Anonymous wrote::28. I am jewish. This made me cry.
I was raised conservative and was nodding as I read about your use of goy. Though the way my mother always used it was to put down someone who was non-Jewish in a tacky way (think Real Housewives of Jersey). Now that I'm an adult I find her judgment tacky.
I am so sorry you were made to feel "other."
Thanks, you are sweet. It all adds to the fabric of who we are, so I feel kind of lucky to have had an observer's seat in a weird way- I kind of decided that was the gift in light of other not so great things.
Sure, I understand exactly what was said by our parents. That's what my parents did: " She acts like a 'shicksa" " Such a goyim thing to do."
It was a way to culturally separate everyone and to preserve the culture, but for most children in my generation (not adopted or adopted) it did not work. We were the first to marry out ( in the 70s and 80s) - sometimes with great trauma to the family, but, at least with those that I know, no one was disowned. No one. Those kids kids had kids who married Jews and Non- Jews, and many married outside of the race. Most seem to practice or keep the culture, some more of the religion than others, but it is not gone. The world progresses. So, the question is this: is Judaism dying because we cannot preserve that cultural boundary line? No. Judaism is being rebranded and reformulated to reflect a educated, pluralistic, non-mysogenistic society. Reform and Conservative Judaism does not look like Orthodox practice at all. I've been to Bar Mitzvahs and weddings that really do not even resemble anything traditional in style or liturgy. Sometimes I think it looks like "not Christian" more than " different Jewish." Whatever it is , this generation will continue to progress in ways that do not resemble the culture of Europe in the 1800s, and the Orthodox will continue to strive to keep it. What that will look like in 20 years will be quite interesting, but even the Orthodox will have a hard time with the bloodline thing- surrogate eggs, carriers, IVF, conversions, adoption- I mean, the gig is up, they will have to progress eventually, too.
I'm not angry at my parents (now) at all.If they were here, they would explain that they were raised in fear, through WWII, and the things they said and did to try and preserve their culture were based in survival. They grew up in extremely observant homes and they were the ones to figure out how to assimilate with non-Jews because they left their city shtetels and worked as professionals in the world.

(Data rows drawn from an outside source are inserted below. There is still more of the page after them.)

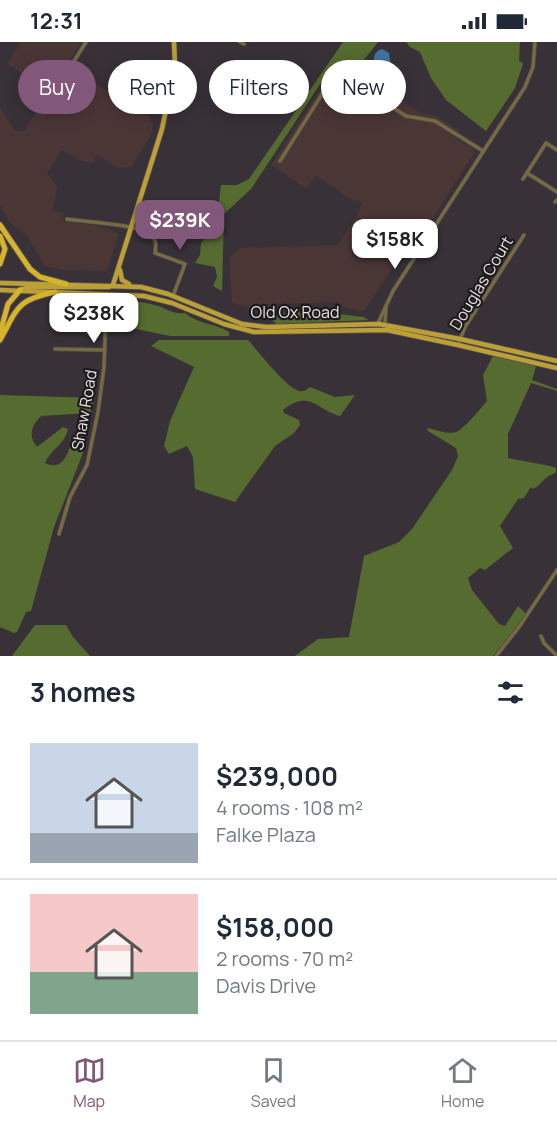 <!DOCTYPE html>
<html lang="en">
<head>
<meta charset="utf-8">
<style>
  :root { --surface:#fff; --page:#f2f2f3; --text:#1f2937; --muted:#747a83; --line:#e0e1e3; --accent:#81577a }
  body { margin:0; font-family:Manrope,sans-serif; background:var(--page); color:var(--text); height:100vh; display:flex; flex-direction:column; font-size:22px; white-space:nowrap }
  * { box-sizing:border-box; margin:0 }
  p { font-size:20px; color:var(--muted) }
  .icon { flex:none; width:33px; height:33px; fill:none; stroke:currentColor; stroke-width:2; stroke-linecap:round; stroke-linejoin:round }
  .map { position:relative; height:614px; overflow:hidden }
  .details { display:flex; flex-direction:column; background:var(--surface); flex:1 }
  .details>* { flex:none }
  .hud { position:absolute; left:18px; top:18px; width:522px; height:54px; display:flex; gap:12px }
  .price { position:absolute; translate:-50% -51px; padding:0 14px; border-radius:12px; background:#fff; color:#222; font-size:20px; line-height:39px; filter:drop-shadow(0 2px 3px #0008) }
  .price::after { content:''; position:absolute; left:50%; top:36px; width:18px; height:14px; margin-left:-9px; background:inherit; clip-path:polygon(0 0,100% 0,50% 100%) }
  .price.selected { background:var(--accent); color:#fff }
  ul { padding:0; list-style:none }
  li { display:flex; align-items:center; gap:18px; height:150px; padding:0 30px }
  li+li { border-top:2px solid var(--line) }
  li span { display:grid; place-items:center; flex:none; width:168px; height:120px; border-radius:0px; color:#555 }
  li>.icon { margin-inline-start:auto }
  span .icon { width:72px; height:72px; fill:#fffc; stroke-width:1 }
  li b { font-size:26px }
  h2 { display:flex; justify-content:space-between; align-items:center; height:72px; padding:0 30px; font-size:26px }
  .tag { padding:0 21px; border-radius:27px; background:var(--surface); box-shadow:0 3px 15px #0003; font-size:21px; line-height:54px }
  .tag.selected { background:var(--accent); color:#fff }
  .status { display:flex; justify-content:space-between; align-items:center; height:42px; padding:0 30px; background:var(--surface); direction:ltr }
  .status svg { height:16px; fill:currentColor }
  .dock { display:flex; justify-content:space-around; align-items:center; height:84px; border-top:2px solid var(--line); background:var(--surface); font-size:16px; color:var(--muted) }
  .dock a { display:grid; justify-items:center; gap:3px }
  .dock .selected { color:var(--accent) }
  .map>svg:first-child { display:block }
  .industrial { fill:#4b3636 }
  .forest { fill:#566b2f }
  .water { fill:#4373a0 }
  .lines { fill:none; stroke-linecap:round; stroke-linejoin:round }
  .minor-casing { stroke:#544e54; stroke-width:4.5 }
  .major-casing { stroke:#544e54; stroke-width:6 }
  .highway-casing { stroke:#544e54; stroke-width:7 }
  .minor { stroke:#786b3d; stroke-width:3 }
  .major { stroke:#bca035; stroke-width:4.5 }
  .highway { stroke:#d6b42a; stroke-width:5 }
  .labels { text-anchor:middle; stroke-width:4.5; stroke-linejoin:round; paint-order:stroke }
  .street-label { font-size:16px; fill:#e6e2e5; stroke:#1e1b1d }
</style>
</head>
<body>
<div class="status"><b>12:31</b><svg viewBox="0 0 49 12"><path d="M0 12V9h3v3zM5 12V6h3v6zM10 12V3h3v9zM15 12V0h3v12zM26 1h20v11H26zM47 4h2v5h-2z"/></svg></div>
<div class="map">
<svg width="557" height="614" viewBox="0 0 557 614">
  <rect width="100%" height="100%" fill="#383238"/>
  <g class="industrial">
    <polygon points="21,0 82,0 69,20 57,23 60,30 56,35 46,39 33,38 7,22"/>
    <polygon points="360,19 391,52 420,71 434,73 460,89 456,96 473,107 474,111 421,195 415,192 364,269 346,266 337,260 253,263 252,266 232,261 229,215 241,206 338,203 361,167 360,165 363,161 358,158 356,160 316,134 307,147 271,123 330,32 351,29"/>
    <polygon points="85,35 149,75 153,83 151,93 131,125 118,126 97,113 93,121 82,119 62,108 47,131 57,145 53,169 64,171 63,179 105,185 119,192 107,229 65,228 45,224 27,194 10,181 0,163 0,65 15,89 25,89 46,53 58,59 68,44 78,36"/>
  </g>
  <g class="forest">
    <polygon points="343,0 378,0 359,24 334,25 326,33 251,147 224,172 222,249 213,244 217,235 215,225 195,221 200,213 201,201 221,179 219,161 221,143 237,143 249,137"/>
    <polygon points="406,0 520,0 519,18 523,22 515,46 486,89 446,58 431,36 420,10 410,5"/>
    <path d="M120,259C133,259 146,260 158,264C170,268 172,272 185,271C200,283 215,281 229,290V294H170L122,284L117,281Z"/>
    <polygon points="314,269 363,275 369,278 276,282 268,273"/>
    <path d="M159,298H248C258,309 284,343 297,348C302,351 306,348 310,345L335,355L355,353L340,374C316,367 309,347 283,368L284,371L299,378L300,383L294,391L275,404L235,460L195,447L193,415L187,404L169,412L164,404L170,379L194,325L151,304Z"/>
    <path d="M493,314L536,324L532,338L557,347V349L531,341L508,392V416L550,424L556,426V430C553,433 549,433 546,436C541,440 539,445 532,447L531,445L524,456L518,457L500,484L513,506L485,528L480,526L468,536L472,548L499,582L505,584L518,564L527,573L493,614H295L318,597L349,595L364,514L399,500L412,487L452,428L458,414L456,406L428,389L427,386C435,387 447,393 456,390C463,388 481,366 487,359L483,333Z"/>
    <path d="M0,353L95,356L90,371L41,374C31,384 28,394 37,405L63,385L68,387C65,402 51,407 45,421C64,430 68,410 73,396L83,391L85,399L83,411L54,485L31,569L26,570L17,590L14,591L0,585Z"/>
    <polygon points="35,583 66,583 73,595 90,614 12,614"/>
  </g>
  <path class="water" d="M382,7L389,11L391,25L406,43L404,49L397,48L374,24C373,16 374,9 382,7Z"/>
  <g class="lines">
    <defs>
      <g id="minor">
        <polyline points="240,0 244,2"/>
        <polyline points="51,56 86,0"/>
        <path d="M280,119L329,41C334,35 338,34 345,35L406,74L435,79L483,109"/>
        <polyline points="527,131 557,150"/>
        <polyline points="523,137 546,101 557,108"/>
        <polyline points="555,160 557,158"/>
        <path d="M67,177C87,180 137,182 151,193C157,198 156,204 155,211L185,222L173,254"/>
        <polyline points="378,281 393,249 525,45 533,25 535,0"/>
        <polyline points="385,283 386,264"/>
        <polyline points="458,303 465,285 524,193"/>
        <polyline points="55,307 105,308"/>
        <polyline points="59,492 70,455 87,423 98,370 104,325 106,270 109,253"/>
        <polyline points="541,594 544,601 557,614"/>
        <polyline points="496,614 519,585 557,528"/>
      </g>
      <g id="major">
        <polyline points="120,228 122,238 129,242"/>
        <polyline points="0,241 141,245 168,252 242,282 266,285 379,282 460,297 557,319"/>
        <polyline points="113,243 162,87 175,24 174,0"/>
        <polyline points="22,247 32,245 109,245"/>
        <polyline points="0,248 144,254 172,261 224,282 254,290 387,288 458,303 557,326"/>
      </g>
      <g id="highway">
        <polyline points="0,183 30,227 40,235 66,242"/>
        <polyline points="0,194 5,207 0,222"/>
        <polyline points="0,291 8,262 20,248"/>
        <path d="M0,298C18,266 16,258 55,250"/>
      </g>
    </defs>
    <use href="#minor" class="minor-casing"/>
    <use href="#major" class="major-casing"/>
    <use href="#highway" class="highway-casing"/>
    <use href="#minor" class="minor"/>
    <use href="#major" class="major"/>
    <use href="#highway" class="highway"/>
  </g>
  <g class="labels">
    <g class="street-label">
      <text transform="translate(481 241) rotate(-59)" y="6">Douglas Court</text>
      <text x="295" y="276">Old Ox Road</text>
      <text transform="translate(84 368) rotate(-80)" y="6">Shaw Road</text>
    </g>
  </g>
</svg>
<b class="price selected" style="left:180px;top:209px">$239K</b>
<b class="price" style="left:395px;top:228px">$158K</b>
<b class="price" style="left:94px;top:302px">$238K</b>
<div class="hud">
<a class="tag selected">Buy</a>
<a class="tag">Rent</a>
<a class="tag">Filters</a>
<a class="tag">New</a>
</div>
</div>
<section class="details">
<h2>3 homes<svg class="icon" aria-label="filters" viewBox="0 0 24 24"><path d="M4 7h16M4 17h16"/><circle cx="9" cy="7" r="2"/><circle cx="15" cy="17" r="2"/></svg></h2>
<ul>
<li><span style="background:linear-gradient(#c9d6e8 75%,#9aa5b1 0)"><svg class="icon" aria-label="home" viewBox="0 0 24 24"><path d="M3 11l9-7 9 7M6 9v11h12V9"/></svg></span><div><b>$239,000</b><p>4 rooms · 108 m²</p><p>Falke Plaza</p></div></li>
<li><span style="background:linear-gradient(#f6c9c9 65%,#7fa58c 0)"><svg class="icon" aria-label="home" viewBox="0 0 24 24"><path d="M3 11l9-7 9 7M6 9v11h12V9"/></svg></span><div><b>$158,000</b><p>2 rooms · 70 m²</p><p>Davis Drive</p></div></li>
</ul>
</section>
<nav class="dock">
<a class="selected"><svg class="icon" aria-label="map" viewBox="0 0 24 24"><path d="M3 6l6-2 6 2 6-2v14l-6 2-6-2-6 2zM9 4v14M15 6v14"/></svg>Map</a>
<a><svg class="icon" aria-label="saved" viewBox="0 0 24 24"><path d="M7 4h10v16l-5-4-5 4z"/></svg>Saved</a>
<a><svg class="icon" aria-label="home" viewBox="0 0 24 24"><path d="M3 11l9-7 9 7M6 9v11h12V9"/></svg>Home</a>
</nav>
</body>
</html>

They didn't socialize out of their community, but they did work out of their community. Their parents lived in little insular communities and had shops, small businesses, etc...only within the Jewish community. So, our parents made some mistakes in how to do it in some ways, and I guess there were casualties, but like every revolution, there will be casualties. I think it's interesting that parents today, people in their 30s, who are Jewish and not orthodox, might still wonder or worry about the genetic aspect of it.
Meanwhile, one of my kids has an appearance that doesn't scream "non-Jew." In fact, when she tells people she's Jewish, no one has ever questioned it. As a result, she and her kids will go through life without anyone questioning it, so she could easily live in Israel, marry anyone, participate in religion, etc. if she wanted to. She is not genetically Jewish at all. It would only be questioned if she volunteered that her mother was adopted and was not Jewish, or maybe if someone saw me and instantly would question it, so how will that be prevented in this generation, or future generations? It cannot. We will all move on.